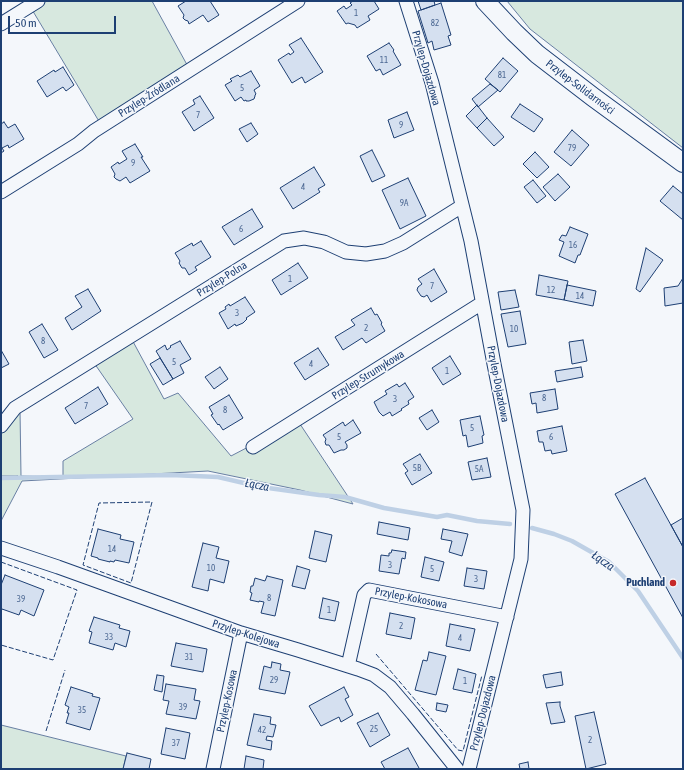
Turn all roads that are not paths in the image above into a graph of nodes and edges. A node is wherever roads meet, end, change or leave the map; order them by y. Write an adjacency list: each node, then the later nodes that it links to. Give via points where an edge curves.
1 (38, 1): 5 (street)
2 (298, 1): 7 (street, Przylep-Źródlana)
3 (406, 1): 8 (street, Przylep-Dojazdowa, via 432,83)
4 (485, 1): 6 (main road, Przylep-Solidarności, via 537,54)
5 (1, 24)
6 (683, 163)
7 (1, 192)
8 (462, 206): 9 (street, Przylep-Dojazdowa); 10 (street, Przylep-Polna, via 385,252 346,252 324,242 304,238 284,241 15,408)
9 (482, 303): 11 (street, Przylep-Strumykowa); 13 (street, Przylep-Dojazdowa, via 524,510 521,559)
10 (1, 426)
11 (253, 447)
12 (1, 548): 14 (street, Przylep-Kolejowa)
13 (507, 617): 15 (street, Przylep-Kokosowa, via 370,590 364,595); 18 (street, Przylep-Dojazdowa)
14 (241, 633): 15 (street, Przylep-Kolejowa); 16 (street, Przylep-Kosowa)
15 (348, 666): 17 (street, Przylep-Kolejowa, via 374,675 390,687)
16 (213, 769)
17 (457, 769)
18 (469, 769)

● **What the exercise asks**:
None of the pictures belong in the copy; repeat all other material exactly.

● **Your solution**:
Turn all roads that are not paths in the image above into a graph of nodes and edges. A node is wherever roads meet, end, change or leave the map; order them by y. Write an adjacency list: each node, then the later nodes that it links to. Give via points where an edge curves.
1 (38, 1): 5 (street)
2 (298, 1): 7 (street, Przylep-Źródlana)
3 (406, 1): 8 (street, Przylep-Dojazdowa, via 432,83)
4 (485, 1): 6 (main road, Przylep-Solidarności, via 537,54)
5 (1, 24)
6 (683, 163)
7 (1, 192)
8 (462, 206): 9 (street, Przylep-Dojazdowa); 10 (street, Przylep-Polna, via 385,252 346,252 324,242 304,238 284,241 15,408)
9 (482, 303): 11 (street, Przylep-Strumykowa); 13 (street, Przylep-Dojazdowa, via 524,510 521,559)
10 (1, 426)
11 (253, 447)
12 (1, 548): 14 (street, Przylep-Kolejowa)
13 (507, 617): 15 (street, Przylep-Kokosowa, via 370,590 364,595); 18 (street, Przylep-Dojazdowa)
14 (241, 633): 15 (street, Przylep-Kolejowa); 16 (street, Przylep-Kosowa)
15 (348, 666): 17 (street, Przylep-Kolejowa, via 374,675 390,687)
16 (213, 769)
17 (457, 769)
18 (469, 769)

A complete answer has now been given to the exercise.